[Extracted records]

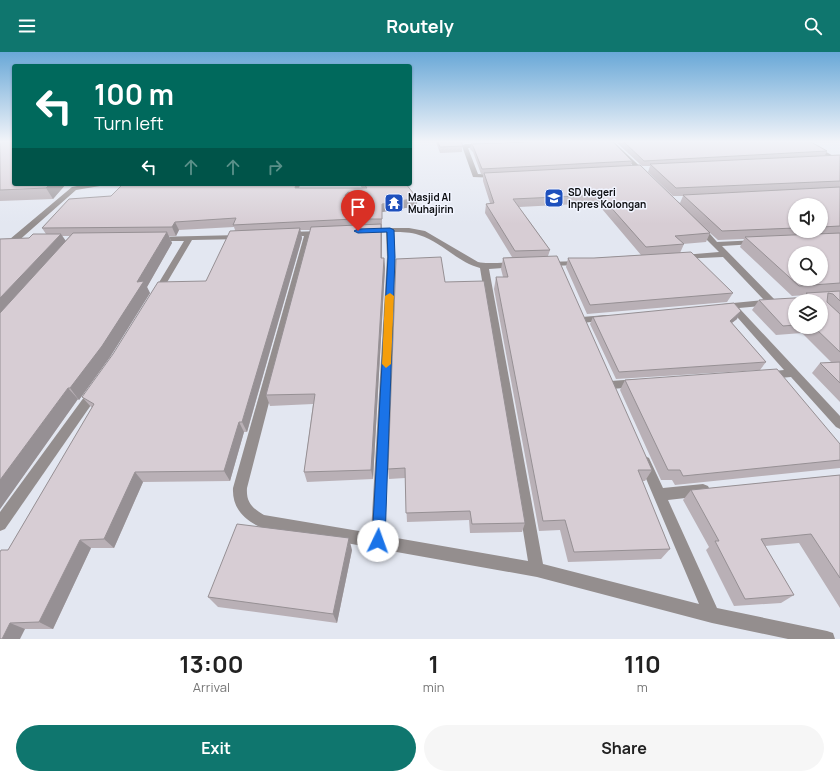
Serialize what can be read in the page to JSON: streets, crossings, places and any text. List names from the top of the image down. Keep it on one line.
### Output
{"places":{"school or university":["SD Negeri Inpres Kolongan"],"temple":["Masjid Al Muhajirin"]},"page":{"header":"Routely","turn":["100 m","Turn left"],"eta":["13:00","Arrival","1","min","110","m"],"buttons":["Exit","Share"]}}
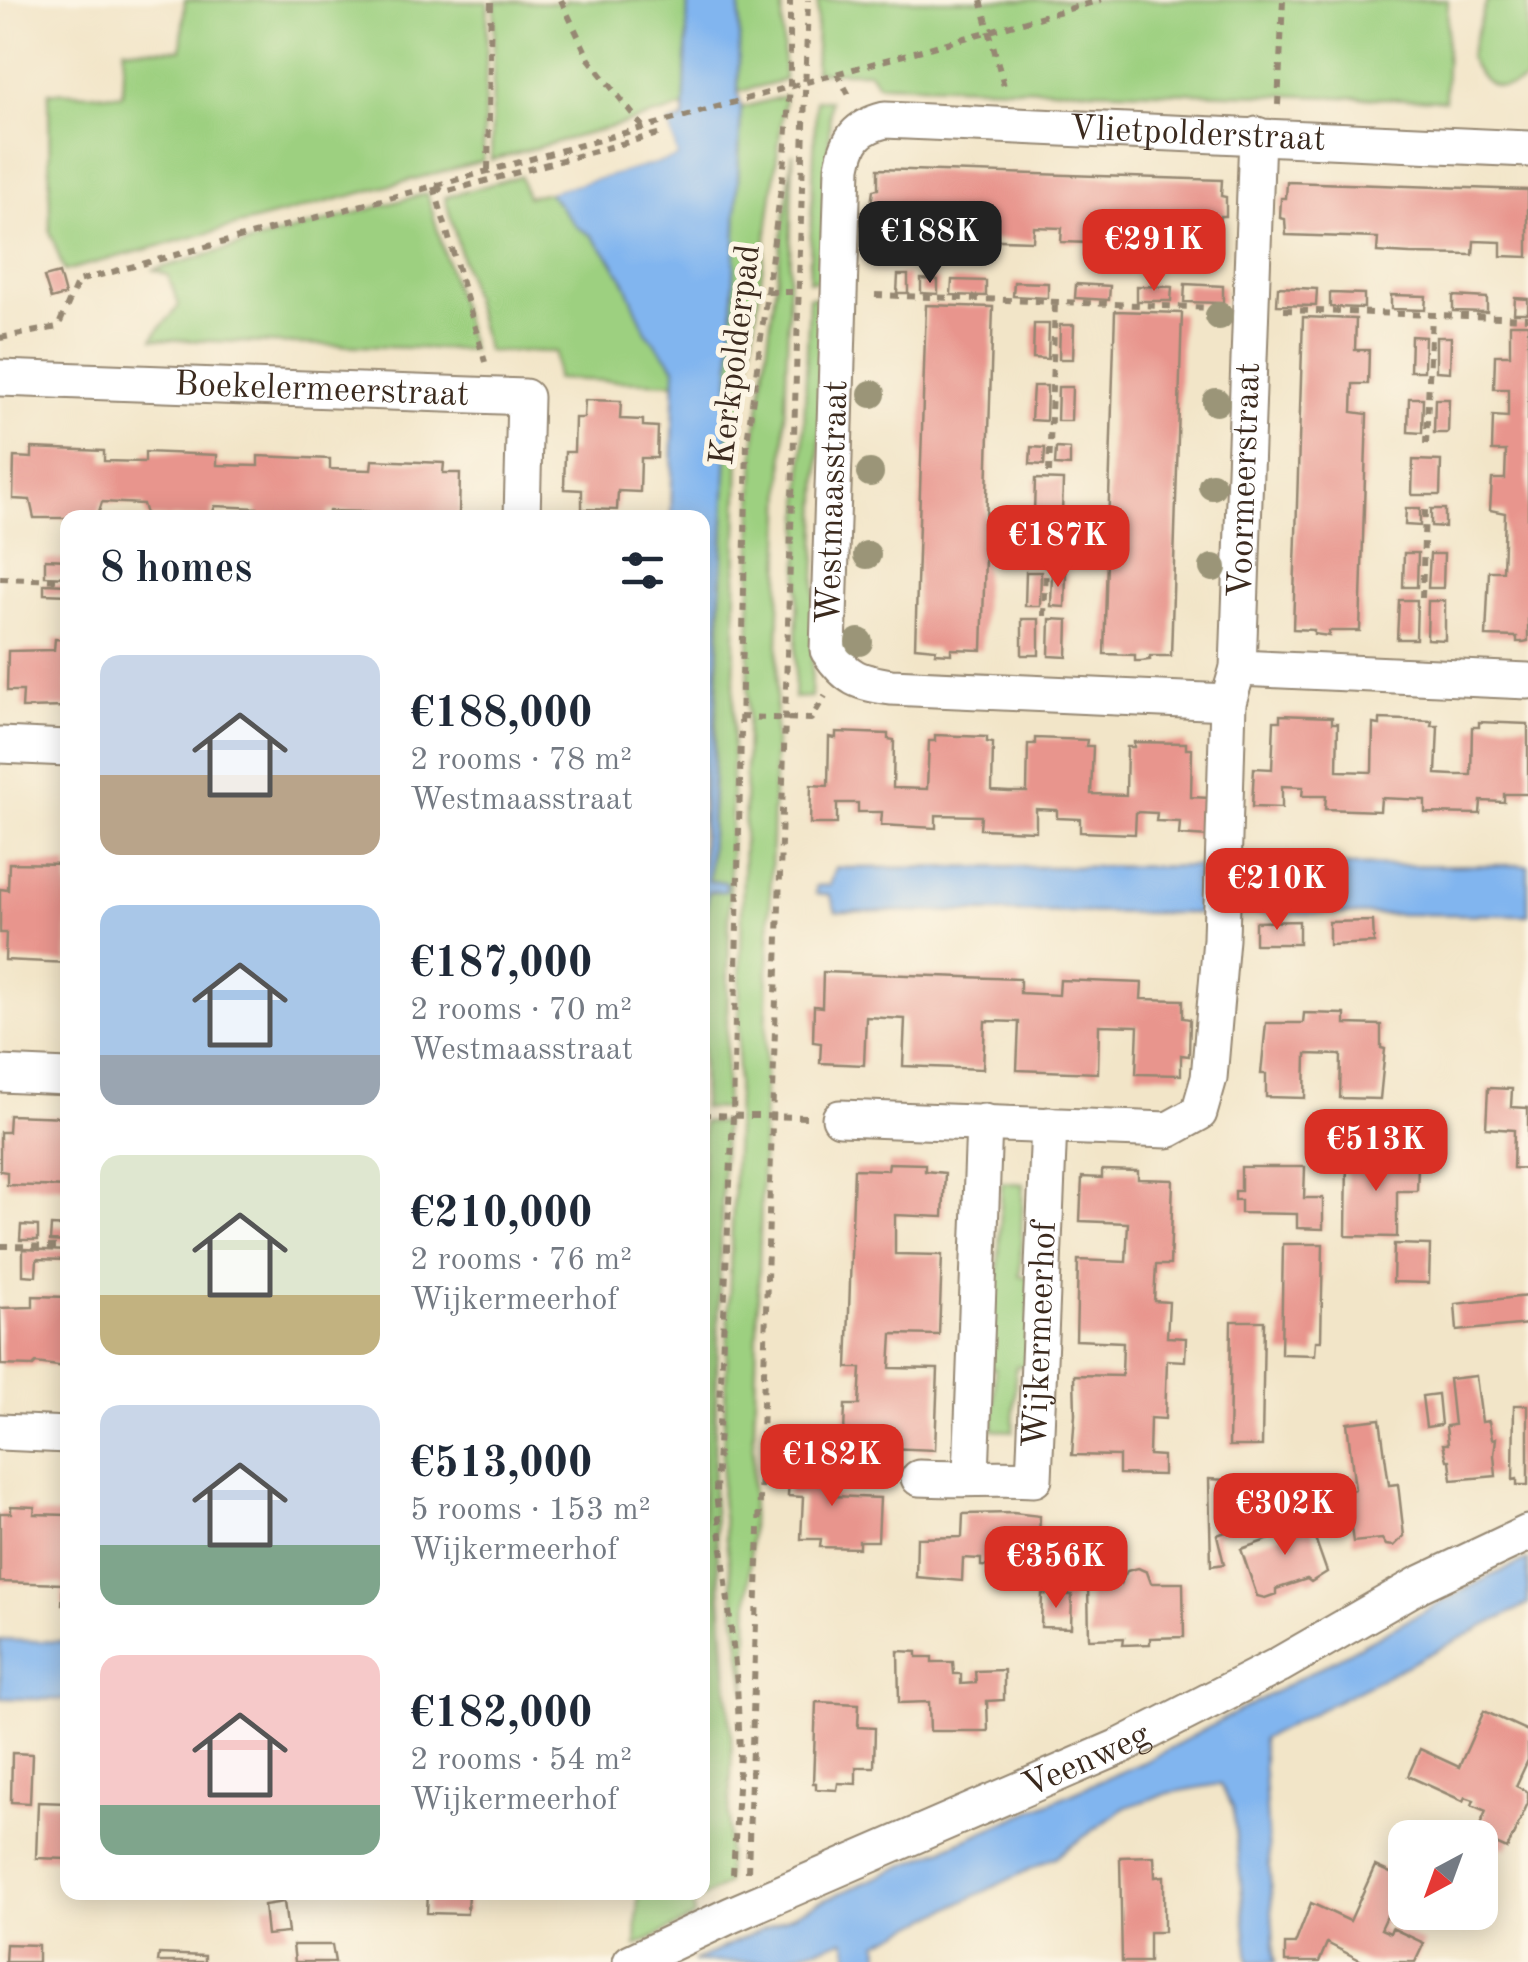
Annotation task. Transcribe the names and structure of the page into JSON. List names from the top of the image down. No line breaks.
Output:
{"streets":{"street":["Vlietpolderstraat","Boekelermeerstraat","Voormeerstraat","Westmaasstraat","Wijkermeerhof","Veenweg"],"path":["Kerkpolderpad"]},"crossings":[["Vlietpolderstraat","Voormeerstraat"],["Vlietpolderstraat","Westmaasstraat"],["Kerkpolderpad","Veenweg"],["Voormeerstraat","Westmaasstraat"]],"north":"bottom left","page":{"price":["€188K","€291K","€187K","€210K","€513K","€182K","€302K","€356K"],"heading":"8 homes","list":[{"name":"€188,000","note":"2 rooms · 78 m² · Westmaasstraat"},{"name":"€187,000","note":"2 rooms · 70 m² · Westmaasstraat"},{"name":"€210,000","note":"2 rooms · 76 m² · Wijkermeerhof"},{"name":"€513,000","note":"5 rooms · 153 m² · Wijkermeerhof"},{"name":"€182,000","note":"2 rooms · 54 m² · Wijkermeerhof"}]}}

» Your assignment
If a line falls between the first line of the records above and the line containing "Annotation task. Transcribe", inclusive, retype it exactly; leave pictures out.

» Reply
Serialize what can be read in the page to JSON: streets, crossings, places and any text. List names from the top of the image down. Keep it on one line.
### Output
{"places":{"school or university":["SD Negeri Inpres Kolongan"],"temple":["Masjid Al Muhajirin"]},"page":{"header":"Routely","turn":["100 m","Turn left"],"eta":["13:00","Arrival","1","min","110","m"],"buttons":["Exit","Share"]}}
Annotation task. Transcribe the names and structure of the page into JSON. List names from the top of the image down. No line breaks.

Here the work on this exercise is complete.